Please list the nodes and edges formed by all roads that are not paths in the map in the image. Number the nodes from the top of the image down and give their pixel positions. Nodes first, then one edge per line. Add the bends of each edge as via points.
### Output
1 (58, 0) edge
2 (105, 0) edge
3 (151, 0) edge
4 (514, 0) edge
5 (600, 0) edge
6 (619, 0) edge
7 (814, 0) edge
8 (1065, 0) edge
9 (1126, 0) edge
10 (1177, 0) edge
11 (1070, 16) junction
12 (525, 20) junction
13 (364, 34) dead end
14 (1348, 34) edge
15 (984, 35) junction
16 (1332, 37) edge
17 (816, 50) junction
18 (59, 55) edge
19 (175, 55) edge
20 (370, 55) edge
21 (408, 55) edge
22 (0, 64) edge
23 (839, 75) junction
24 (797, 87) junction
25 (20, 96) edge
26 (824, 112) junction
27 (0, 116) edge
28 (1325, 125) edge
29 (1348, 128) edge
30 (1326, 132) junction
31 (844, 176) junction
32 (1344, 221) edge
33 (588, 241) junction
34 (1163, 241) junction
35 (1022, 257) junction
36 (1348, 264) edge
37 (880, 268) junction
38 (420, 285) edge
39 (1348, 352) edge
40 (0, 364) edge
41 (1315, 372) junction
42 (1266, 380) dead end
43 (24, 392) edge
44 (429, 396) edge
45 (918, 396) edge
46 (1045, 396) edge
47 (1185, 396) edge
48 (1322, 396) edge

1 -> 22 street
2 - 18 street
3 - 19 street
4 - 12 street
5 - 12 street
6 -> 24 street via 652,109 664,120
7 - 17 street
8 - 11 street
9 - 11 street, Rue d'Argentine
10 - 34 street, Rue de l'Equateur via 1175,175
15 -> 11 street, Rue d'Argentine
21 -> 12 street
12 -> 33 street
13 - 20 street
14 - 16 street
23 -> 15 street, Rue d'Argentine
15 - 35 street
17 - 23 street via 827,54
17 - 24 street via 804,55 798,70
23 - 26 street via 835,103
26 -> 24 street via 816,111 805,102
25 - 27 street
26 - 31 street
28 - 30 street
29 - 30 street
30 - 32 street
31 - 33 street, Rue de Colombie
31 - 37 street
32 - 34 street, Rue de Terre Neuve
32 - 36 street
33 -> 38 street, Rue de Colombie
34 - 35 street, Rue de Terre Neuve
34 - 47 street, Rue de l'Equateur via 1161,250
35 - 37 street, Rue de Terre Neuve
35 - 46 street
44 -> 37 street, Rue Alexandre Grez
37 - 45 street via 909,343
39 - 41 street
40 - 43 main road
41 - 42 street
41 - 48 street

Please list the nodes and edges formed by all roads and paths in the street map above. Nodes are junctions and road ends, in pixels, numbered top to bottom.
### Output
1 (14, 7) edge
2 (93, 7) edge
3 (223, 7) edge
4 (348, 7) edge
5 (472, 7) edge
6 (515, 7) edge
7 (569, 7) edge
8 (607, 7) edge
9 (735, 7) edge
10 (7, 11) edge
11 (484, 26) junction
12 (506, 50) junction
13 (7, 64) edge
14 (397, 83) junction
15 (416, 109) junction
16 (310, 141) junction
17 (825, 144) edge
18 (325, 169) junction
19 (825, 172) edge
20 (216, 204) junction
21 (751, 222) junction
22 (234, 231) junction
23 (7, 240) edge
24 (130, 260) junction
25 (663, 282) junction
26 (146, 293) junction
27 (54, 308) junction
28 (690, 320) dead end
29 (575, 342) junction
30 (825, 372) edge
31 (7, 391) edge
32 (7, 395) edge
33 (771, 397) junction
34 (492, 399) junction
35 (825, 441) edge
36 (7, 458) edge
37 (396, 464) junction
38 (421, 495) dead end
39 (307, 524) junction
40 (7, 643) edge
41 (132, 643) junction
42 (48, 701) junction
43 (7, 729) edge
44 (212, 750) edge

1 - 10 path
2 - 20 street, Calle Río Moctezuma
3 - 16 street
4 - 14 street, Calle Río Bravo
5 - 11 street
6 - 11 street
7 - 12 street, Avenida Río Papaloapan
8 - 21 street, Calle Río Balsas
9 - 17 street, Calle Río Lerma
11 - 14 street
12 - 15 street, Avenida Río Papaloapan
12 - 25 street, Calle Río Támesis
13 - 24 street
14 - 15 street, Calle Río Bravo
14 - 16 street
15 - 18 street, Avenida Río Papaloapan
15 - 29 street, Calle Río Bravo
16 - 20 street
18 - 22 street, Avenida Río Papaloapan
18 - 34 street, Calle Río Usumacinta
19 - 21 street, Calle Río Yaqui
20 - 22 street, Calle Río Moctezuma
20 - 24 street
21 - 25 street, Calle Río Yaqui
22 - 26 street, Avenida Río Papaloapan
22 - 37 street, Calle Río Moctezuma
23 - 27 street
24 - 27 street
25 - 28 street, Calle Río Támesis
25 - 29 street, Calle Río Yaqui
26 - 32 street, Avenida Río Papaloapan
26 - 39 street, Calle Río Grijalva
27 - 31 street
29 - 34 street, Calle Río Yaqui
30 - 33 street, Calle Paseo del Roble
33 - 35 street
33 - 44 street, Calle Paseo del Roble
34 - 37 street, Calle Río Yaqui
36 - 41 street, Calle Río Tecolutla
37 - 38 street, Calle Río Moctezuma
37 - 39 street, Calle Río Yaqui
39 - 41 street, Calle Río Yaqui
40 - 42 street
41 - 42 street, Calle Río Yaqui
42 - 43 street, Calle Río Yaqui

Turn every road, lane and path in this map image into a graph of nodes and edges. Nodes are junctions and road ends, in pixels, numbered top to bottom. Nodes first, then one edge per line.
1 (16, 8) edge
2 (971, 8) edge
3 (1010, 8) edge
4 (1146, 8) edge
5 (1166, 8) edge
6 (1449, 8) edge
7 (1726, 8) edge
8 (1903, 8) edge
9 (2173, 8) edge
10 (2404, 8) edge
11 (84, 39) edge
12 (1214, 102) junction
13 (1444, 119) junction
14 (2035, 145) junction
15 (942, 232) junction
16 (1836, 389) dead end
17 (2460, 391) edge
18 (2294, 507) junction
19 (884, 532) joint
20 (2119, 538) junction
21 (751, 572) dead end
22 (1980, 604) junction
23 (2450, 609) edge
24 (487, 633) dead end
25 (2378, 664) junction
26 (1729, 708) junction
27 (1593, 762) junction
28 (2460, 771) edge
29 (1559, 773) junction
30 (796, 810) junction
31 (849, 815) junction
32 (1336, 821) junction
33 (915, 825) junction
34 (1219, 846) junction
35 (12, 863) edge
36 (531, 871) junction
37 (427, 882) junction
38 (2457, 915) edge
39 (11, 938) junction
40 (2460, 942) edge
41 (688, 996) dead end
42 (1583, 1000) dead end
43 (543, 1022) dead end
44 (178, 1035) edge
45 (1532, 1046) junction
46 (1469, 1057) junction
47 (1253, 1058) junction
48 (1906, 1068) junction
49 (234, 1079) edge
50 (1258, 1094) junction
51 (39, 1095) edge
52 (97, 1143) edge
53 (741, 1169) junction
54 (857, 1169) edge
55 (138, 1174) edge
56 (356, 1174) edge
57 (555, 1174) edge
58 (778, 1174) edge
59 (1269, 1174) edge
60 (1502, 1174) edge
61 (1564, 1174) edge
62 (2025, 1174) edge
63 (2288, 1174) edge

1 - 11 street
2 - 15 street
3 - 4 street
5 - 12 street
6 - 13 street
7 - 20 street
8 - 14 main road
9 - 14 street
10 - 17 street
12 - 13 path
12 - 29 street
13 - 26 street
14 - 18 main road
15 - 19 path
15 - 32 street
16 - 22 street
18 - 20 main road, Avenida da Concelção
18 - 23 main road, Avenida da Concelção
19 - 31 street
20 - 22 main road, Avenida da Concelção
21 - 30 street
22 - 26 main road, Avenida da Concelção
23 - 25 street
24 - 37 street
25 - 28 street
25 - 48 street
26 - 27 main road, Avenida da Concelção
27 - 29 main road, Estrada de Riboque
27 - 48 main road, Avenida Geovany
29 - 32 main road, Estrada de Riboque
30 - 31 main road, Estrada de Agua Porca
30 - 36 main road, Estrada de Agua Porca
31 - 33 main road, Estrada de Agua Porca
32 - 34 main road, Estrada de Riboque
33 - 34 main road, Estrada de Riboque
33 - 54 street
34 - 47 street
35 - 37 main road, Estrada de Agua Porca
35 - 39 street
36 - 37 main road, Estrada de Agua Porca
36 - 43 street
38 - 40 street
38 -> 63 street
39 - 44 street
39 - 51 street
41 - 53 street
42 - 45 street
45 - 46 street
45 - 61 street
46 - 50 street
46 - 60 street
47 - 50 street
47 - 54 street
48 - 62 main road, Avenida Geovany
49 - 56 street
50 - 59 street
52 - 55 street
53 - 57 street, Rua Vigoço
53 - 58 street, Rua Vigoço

* _Goal of the exercise_:
Identify the lines in the entries that hold "Moctezuma" and return each one.

* _Answer area_:
2 - 20 street, Calle Río Moctezuma
20 - 22 street, Calle Río Moctezuma
22 - 37 street, Calle Río Moctezuma
37 - 38 street, Calle Río Moctezuma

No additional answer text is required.